* Prompt
All of the entries below should be copied exactly as they appear.

* Input data

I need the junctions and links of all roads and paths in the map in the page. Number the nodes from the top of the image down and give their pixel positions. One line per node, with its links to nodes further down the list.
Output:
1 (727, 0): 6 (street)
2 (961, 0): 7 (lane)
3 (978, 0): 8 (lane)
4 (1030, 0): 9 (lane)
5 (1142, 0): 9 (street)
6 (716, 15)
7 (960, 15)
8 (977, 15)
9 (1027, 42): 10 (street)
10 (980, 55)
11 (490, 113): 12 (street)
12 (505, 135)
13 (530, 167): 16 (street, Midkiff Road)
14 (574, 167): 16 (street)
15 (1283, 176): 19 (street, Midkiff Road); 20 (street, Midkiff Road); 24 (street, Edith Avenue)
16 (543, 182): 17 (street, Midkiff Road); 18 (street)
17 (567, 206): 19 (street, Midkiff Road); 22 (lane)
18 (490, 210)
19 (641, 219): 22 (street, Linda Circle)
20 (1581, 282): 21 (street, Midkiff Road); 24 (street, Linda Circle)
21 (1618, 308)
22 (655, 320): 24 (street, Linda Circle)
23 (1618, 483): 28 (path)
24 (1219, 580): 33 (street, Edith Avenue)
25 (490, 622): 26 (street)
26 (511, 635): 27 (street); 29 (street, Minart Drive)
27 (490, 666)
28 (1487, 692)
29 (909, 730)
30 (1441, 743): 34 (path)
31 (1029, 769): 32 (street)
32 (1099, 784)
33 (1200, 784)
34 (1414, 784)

* Result
I need the junctions and links of all roads and paths in the map in the page. Number the nodes from the top of the image down and give their pixel positions. One line per node, with its links to nodes further down the list.
Output:
1 (727, 0): 6 (street)
2 (961, 0): 7 (lane)
3 (978, 0): 8 (lane)
4 (1030, 0): 9 (lane)
5 (1142, 0): 9 (street)
6 (716, 15)
7 (960, 15)
8 (977, 15)
9 (1027, 42): 10 (street)
10 (980, 55)
11 (490, 113): 12 (street)
12 (505, 135)
13 (530, 167): 16 (street, Midkiff Road)
14 (574, 167): 16 (street)
15 (1283, 176): 19 (street, Midkiff Road); 20 (street, Midkiff Road); 24 (street, Edith Avenue)
16 (543, 182): 17 (street, Midkiff Road); 18 (street)
17 (567, 206): 19 (street, Midkiff Road); 22 (lane)
18 (490, 210)
19 (641, 219): 22 (street, Linda Circle)
20 (1581, 282): 21 (street, Midkiff Road); 24 (street, Linda Circle)
21 (1618, 308)
22 (655, 320): 24 (street, Linda Circle)
23 (1618, 483): 28 (path)
24 (1219, 580): 33 (street, Edith Avenue)
25 (490, 622): 26 (street)
26 (511, 635): 27 (street); 29 (street, Minart Drive)
27 (490, 666)
28 (1487, 692)
29 (909, 730)
30 (1441, 743): 34 (path)
31 (1029, 769): 32 (street)
32 (1099, 784)
33 (1200, 784)
34 (1414, 784)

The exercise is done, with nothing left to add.